第三十四稿 友達から恋人になるのってありだと思う?

「皆さん、今月もお疲れ様でした。少し早いですが私はこれにて失礼します」


 月末のお昼過ぎ。仕上がった原稿を手にした遠坂さんを見ると頬がいつもより赤く染まっている。気にはなるものの彼女は会釈をして出版社へと戻っていった。

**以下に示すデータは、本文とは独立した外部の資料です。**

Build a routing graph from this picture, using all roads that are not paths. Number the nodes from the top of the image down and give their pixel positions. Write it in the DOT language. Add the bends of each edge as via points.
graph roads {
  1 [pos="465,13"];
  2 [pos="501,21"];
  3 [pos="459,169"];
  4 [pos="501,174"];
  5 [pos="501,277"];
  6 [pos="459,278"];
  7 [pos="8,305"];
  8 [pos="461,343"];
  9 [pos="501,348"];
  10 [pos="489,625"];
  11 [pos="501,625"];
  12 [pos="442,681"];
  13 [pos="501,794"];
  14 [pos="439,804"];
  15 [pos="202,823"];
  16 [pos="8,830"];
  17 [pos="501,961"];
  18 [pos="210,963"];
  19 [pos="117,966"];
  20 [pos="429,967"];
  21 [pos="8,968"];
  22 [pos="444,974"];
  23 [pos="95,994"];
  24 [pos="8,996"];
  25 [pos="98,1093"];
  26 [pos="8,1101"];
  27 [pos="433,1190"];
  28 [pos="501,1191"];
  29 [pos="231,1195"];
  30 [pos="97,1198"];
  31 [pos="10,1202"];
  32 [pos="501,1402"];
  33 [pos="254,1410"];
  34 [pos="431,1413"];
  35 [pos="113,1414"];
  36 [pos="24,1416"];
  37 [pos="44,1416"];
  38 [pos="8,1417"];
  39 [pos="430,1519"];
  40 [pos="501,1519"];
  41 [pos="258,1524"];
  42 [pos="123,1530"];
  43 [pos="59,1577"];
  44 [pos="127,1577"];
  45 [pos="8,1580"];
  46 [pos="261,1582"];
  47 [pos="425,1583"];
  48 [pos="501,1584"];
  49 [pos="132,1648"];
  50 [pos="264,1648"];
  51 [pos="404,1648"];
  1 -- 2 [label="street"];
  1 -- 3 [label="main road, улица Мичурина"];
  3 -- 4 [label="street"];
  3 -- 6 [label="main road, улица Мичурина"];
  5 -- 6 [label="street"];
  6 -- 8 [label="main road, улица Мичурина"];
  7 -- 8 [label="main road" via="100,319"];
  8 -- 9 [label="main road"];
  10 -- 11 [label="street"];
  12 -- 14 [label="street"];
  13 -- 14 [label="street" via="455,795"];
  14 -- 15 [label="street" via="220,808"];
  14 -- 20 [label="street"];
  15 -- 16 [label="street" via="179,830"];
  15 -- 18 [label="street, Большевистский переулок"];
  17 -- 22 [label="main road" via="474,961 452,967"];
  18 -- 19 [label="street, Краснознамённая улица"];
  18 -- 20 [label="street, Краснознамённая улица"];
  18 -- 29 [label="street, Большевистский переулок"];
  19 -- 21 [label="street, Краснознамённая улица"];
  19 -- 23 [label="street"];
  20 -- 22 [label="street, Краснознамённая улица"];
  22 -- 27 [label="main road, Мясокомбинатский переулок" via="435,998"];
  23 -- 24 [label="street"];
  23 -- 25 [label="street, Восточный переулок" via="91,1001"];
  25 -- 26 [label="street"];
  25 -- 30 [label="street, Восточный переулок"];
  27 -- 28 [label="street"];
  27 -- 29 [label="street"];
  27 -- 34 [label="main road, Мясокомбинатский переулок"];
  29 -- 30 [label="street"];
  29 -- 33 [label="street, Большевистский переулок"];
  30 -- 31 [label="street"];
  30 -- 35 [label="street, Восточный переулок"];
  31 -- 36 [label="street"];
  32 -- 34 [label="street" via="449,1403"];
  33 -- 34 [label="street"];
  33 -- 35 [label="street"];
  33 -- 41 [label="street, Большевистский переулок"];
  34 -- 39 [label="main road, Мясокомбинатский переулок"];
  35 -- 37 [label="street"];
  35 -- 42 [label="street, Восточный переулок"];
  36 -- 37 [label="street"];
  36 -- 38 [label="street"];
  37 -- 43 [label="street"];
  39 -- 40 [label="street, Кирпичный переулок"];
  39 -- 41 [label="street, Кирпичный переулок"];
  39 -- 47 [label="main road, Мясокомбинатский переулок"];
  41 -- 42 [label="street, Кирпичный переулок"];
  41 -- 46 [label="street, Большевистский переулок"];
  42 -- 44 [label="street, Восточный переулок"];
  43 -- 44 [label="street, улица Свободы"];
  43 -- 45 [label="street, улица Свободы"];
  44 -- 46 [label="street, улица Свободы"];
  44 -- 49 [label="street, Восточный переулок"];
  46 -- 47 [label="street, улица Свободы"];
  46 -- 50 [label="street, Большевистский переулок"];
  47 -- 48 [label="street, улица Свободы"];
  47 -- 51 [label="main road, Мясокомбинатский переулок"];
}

「すっごい背の高い美人さんだった~! わたしもああいう感じになりたいな!」

 仕事風景を見に来ていた莉子ちゃんが興奮気味に声をあげる。


「それじゃいっぱい牛乳飲まないとね」

「お姉ちゃんも一緒に飲みましょう! そして目指せすらっとクール美女!」

「だめだめ。私はもう伸びないよ~」

「そんな、諦めちゃダメですよ。あ……わたしもそろそろ帰らないといけないんでした! 皆さん、今日は色々べんきょーになりました!」


 るんるんと彼女が立ち上がると、


「でしたら私が送っていきましょうか。今日は友人と用事があるので……今のうちなら間に合います」


 帰り支度をしていた夢子が私に声を向けた。


「ゆめちゃん、本当に行ってもらってもいいの?」

「任せてください。ですから、その……お願いします」

 彼女はまりもを気にするように小声で囁いた。


「わかった。ありがとねゆめちゃん」


 夢子と莉子ちゃんを見送ると部屋はすっかり静かになって、まりもは何度目になるだろう大きな溜息を吐くとテーブルに突っ伏してしまった。

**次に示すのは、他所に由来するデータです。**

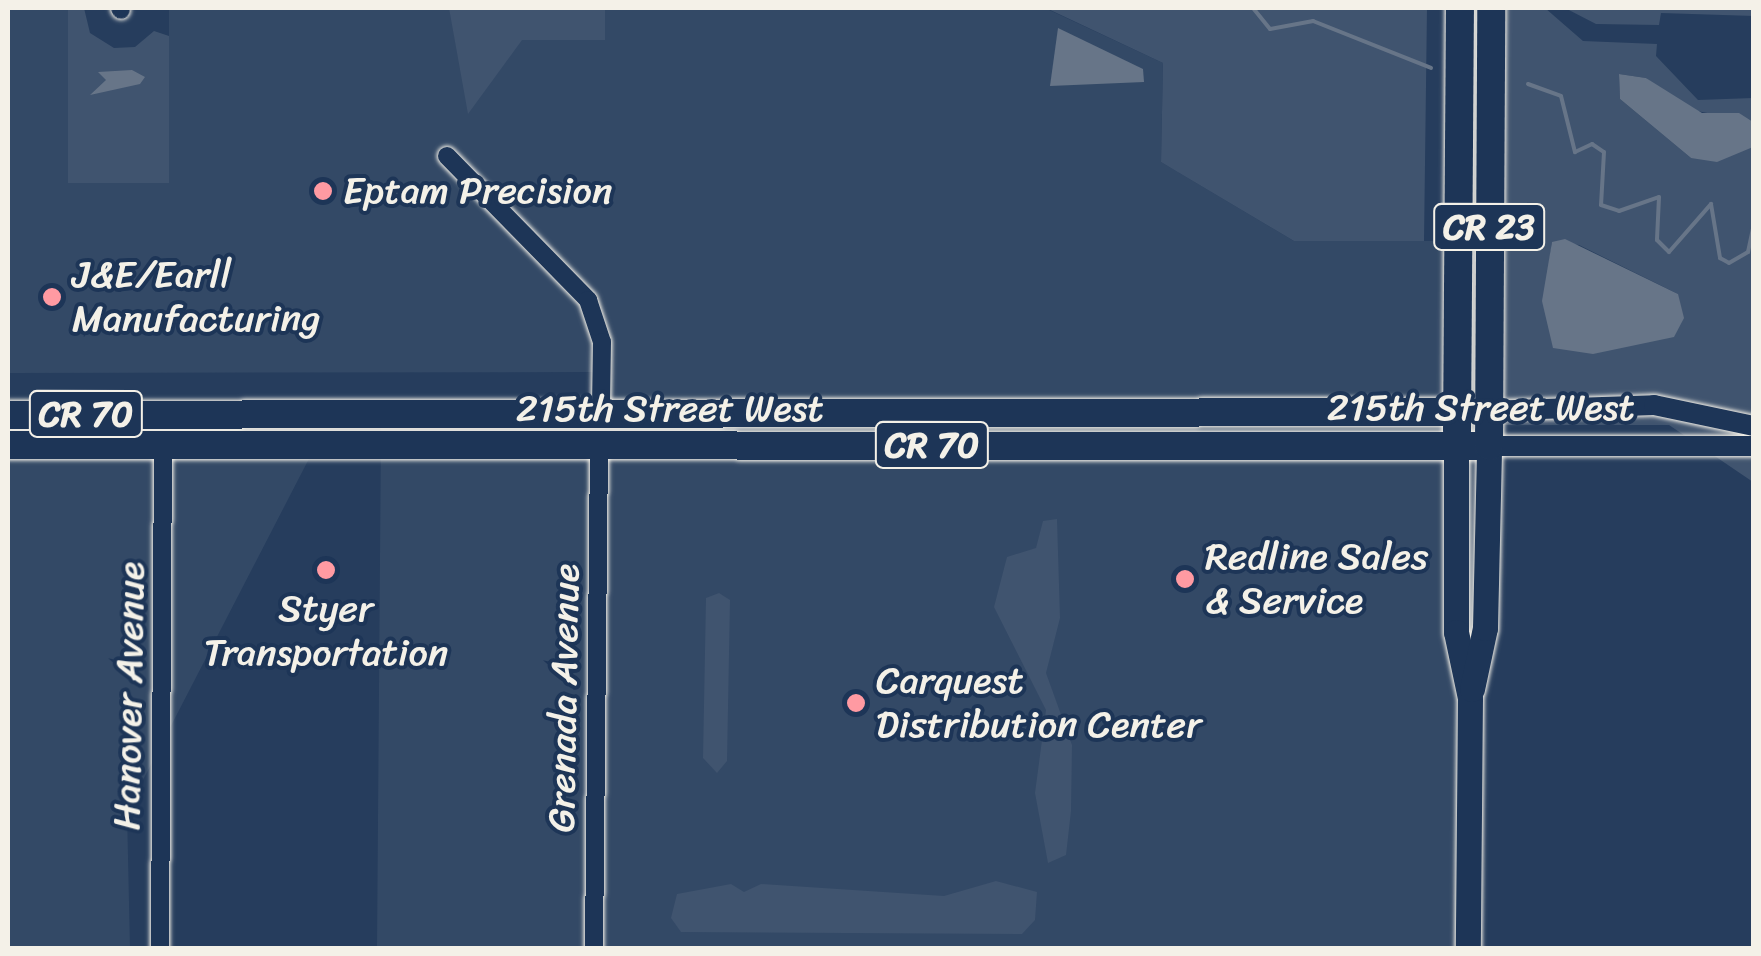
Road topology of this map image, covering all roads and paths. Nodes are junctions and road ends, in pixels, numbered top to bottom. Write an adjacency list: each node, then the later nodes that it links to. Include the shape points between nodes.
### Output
1 (1460, 8): 6 (main road, CR 23)
2 (1490, 8): 7 (main road, CR 23)
3 (447, 156): 4 (street, via 588,300 602,342)
4 (601, 409): 5 (main road, 215th Street West / CR 70); 8 (main road, 215th Street West / CR 70); 13 (main road, via 568,431)
5 (809, 409): 6 (main road, 215th Street West / CR 70); 16 (main road, via 775,422 638,429)
6 (1457, 412): 7 (street); 12 (main road, CR 23)
7 (1488, 413): 9 (street, via 1654,405); 14 (main road, CR 23)
8 (8, 414)
9 (1754, 426)
10 (163, 444): 11 (main road, 215th Street West / CR 70); 13 (main road, 215th Street West / CR 70); 18 (street, Hanover Avenue)
11 (8, 445)
12 (1456, 445): 14 (main road, 215th Street West / CR 70); 16 (main road, 215th Street West / CR 70); 17 (main road, CR 23, via 1456,632)
13 (360, 446): 16 (main road, 215th Street West / CR 70)
14 (1489, 446): 15 (street, 215th Street West); 17 (main road, CR 23, via 1485,628)
15 (1754, 446)
16 (599, 448): 19 (street, Grenada Avenue)
17 (1470, 698): 20 (main road, CR 23)
18 (160, 948)
19 (594, 948)
20 (1468, 948)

 いつもの元気さは完全になりを潜めていて、朝に顔を合わせてからずっとこんな調子だ。


「まりもー。今日はどうしたの? 何かあった?」


 私は正面にコーヒーカップを置いたあと椅子に腰掛けて待っている。

 立ち上る湯気が見えなくなってきた頃、ようやく体を起こした彼女と目が合った。


「れな……。れなさ、今日ちょっと付き合ってもらっていい? ダメ?」


 ゆっくりと立ち上がったまりもは、もじもじと落ち着かない様子でどこかいつもとは雰囲気が違って見える。ここまで大人しいのは中学の時以来だ。


「いいけど、どこか行きたいところがあるの?」

「まあ、ちょっと」

「じゃあ支度するからちょっと待っててね」


 そうして私達は家を出た。



 連れられるまま近所のバッティングセンターへ到着した。

 昔からあるのは知っていたけれど、こういうところに来るのは初めてだ。


「何か意外だなー。まりもってこういうとこよく行くの?」


 カキンカキンと響き渡る音を背景に、金属バットを持った彼女に問いかける。


「たまーにね。ストレス溜まった時に寄る事が多いかも」


 と言って来た球を豪快に空振りして、その後も一度も掠りはしない。


「その割には下手すぎない?」

「いーのいーの。こういうのはフルスイングできればいいんだからっ!」


 ブンと力強い音をさせてようやく弾き返したまりもは満足気だ。


「お、やるね~」

「れなもやってみ? 絶対気持ちいいから」

「お、じゃあ一汗流しますか!」


 しばらくの間お互い声を掛け合いながらバットを振り続ける。


「ちょっと、これ全然当たらない! 少しは手加減して欲しいんですけど!」

「甘いね~。こういうのは、人生と同じでそうそう思いどおりにはいかないわけ。来るもの全部打てたら面白くないっしょ」

「何その格言! よし、もう一球こーい!」

「れなは相変わらず負けず嫌いだよね」


 その後私達はゲームセンターやカラオケなど、中高でよく遊んだところばかりに立ち寄っていき気付けば夕方が近い。


「いやー、楽しかった!」

「ねえれな。今日はあたしん家に泊まっていってよ」

「いいけど……この間みたいに抱きついたりとかしないよね?」

「さすがに日向っさんに顔向けできなくなるからしないって」


 そうして私はまりもの家に上がりこんだ。

 部屋の中は綺麗に片付いていて、あれほど充満していた煙草の臭いも感じない。

 それからは、何事もなく夕飯やお風呂を済ませて同じベッドで眠る事になった。


「初めて会ってから……8年になるのかな。まさかここまで続くとは思わなかったけどさ」

「そうだねー。私にとってはまりもはもう家族みたいな感覚があるなぁ」

「家族、かあ……。さすがにそうなっちゃうものかな」


 そのまま静かになってしばらくすると、何か寝言を呟いたまりもが寝返りを打って私のすぐ側にまで近づいてきた。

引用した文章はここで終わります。